Some lines below may hold the string "SIMMONS". Count them and give only the total.

****

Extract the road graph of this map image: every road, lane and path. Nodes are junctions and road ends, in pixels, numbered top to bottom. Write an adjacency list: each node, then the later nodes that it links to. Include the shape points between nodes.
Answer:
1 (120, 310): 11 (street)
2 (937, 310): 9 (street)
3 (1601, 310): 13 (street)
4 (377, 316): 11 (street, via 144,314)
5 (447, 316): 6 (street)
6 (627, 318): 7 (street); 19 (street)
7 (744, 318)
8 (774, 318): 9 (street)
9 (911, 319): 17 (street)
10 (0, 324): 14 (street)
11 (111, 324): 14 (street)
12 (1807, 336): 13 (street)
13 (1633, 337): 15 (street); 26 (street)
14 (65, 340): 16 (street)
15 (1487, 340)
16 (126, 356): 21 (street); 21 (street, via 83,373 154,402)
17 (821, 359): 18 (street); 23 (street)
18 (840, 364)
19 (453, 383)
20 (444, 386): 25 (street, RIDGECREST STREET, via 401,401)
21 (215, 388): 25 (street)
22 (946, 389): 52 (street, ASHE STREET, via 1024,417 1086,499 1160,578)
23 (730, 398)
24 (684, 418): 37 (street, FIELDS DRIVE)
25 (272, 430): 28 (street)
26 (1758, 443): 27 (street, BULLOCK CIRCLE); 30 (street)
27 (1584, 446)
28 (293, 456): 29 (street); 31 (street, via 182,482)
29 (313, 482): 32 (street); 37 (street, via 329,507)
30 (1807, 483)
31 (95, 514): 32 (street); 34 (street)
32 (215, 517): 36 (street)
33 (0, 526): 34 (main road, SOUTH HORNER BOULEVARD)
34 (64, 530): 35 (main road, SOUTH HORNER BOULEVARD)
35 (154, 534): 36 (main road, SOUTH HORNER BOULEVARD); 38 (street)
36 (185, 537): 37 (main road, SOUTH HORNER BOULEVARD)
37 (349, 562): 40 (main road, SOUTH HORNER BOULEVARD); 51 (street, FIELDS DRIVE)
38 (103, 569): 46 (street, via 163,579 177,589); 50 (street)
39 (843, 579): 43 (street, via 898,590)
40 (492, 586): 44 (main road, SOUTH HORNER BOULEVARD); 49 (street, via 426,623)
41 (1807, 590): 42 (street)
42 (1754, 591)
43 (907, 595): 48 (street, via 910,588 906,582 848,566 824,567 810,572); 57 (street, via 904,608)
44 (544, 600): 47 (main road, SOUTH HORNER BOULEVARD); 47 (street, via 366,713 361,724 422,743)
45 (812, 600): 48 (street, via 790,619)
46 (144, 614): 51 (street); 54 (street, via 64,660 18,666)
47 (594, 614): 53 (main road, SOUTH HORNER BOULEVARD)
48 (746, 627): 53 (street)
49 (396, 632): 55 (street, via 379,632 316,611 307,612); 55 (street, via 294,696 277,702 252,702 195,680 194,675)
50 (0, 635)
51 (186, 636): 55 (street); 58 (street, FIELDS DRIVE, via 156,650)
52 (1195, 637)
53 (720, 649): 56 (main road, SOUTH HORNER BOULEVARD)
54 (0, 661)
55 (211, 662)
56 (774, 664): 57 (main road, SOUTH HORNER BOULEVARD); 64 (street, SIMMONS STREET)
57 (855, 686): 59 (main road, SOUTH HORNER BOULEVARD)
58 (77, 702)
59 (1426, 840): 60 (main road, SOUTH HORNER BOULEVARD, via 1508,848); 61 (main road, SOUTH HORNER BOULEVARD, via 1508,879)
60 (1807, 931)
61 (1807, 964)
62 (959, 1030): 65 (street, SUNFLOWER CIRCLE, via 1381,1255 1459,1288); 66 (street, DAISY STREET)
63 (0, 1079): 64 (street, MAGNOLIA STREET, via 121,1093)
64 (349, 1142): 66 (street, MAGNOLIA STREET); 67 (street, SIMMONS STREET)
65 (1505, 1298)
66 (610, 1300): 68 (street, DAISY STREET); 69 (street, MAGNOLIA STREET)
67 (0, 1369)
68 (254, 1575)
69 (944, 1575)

****

**WRITTEN RESPONSE:**
2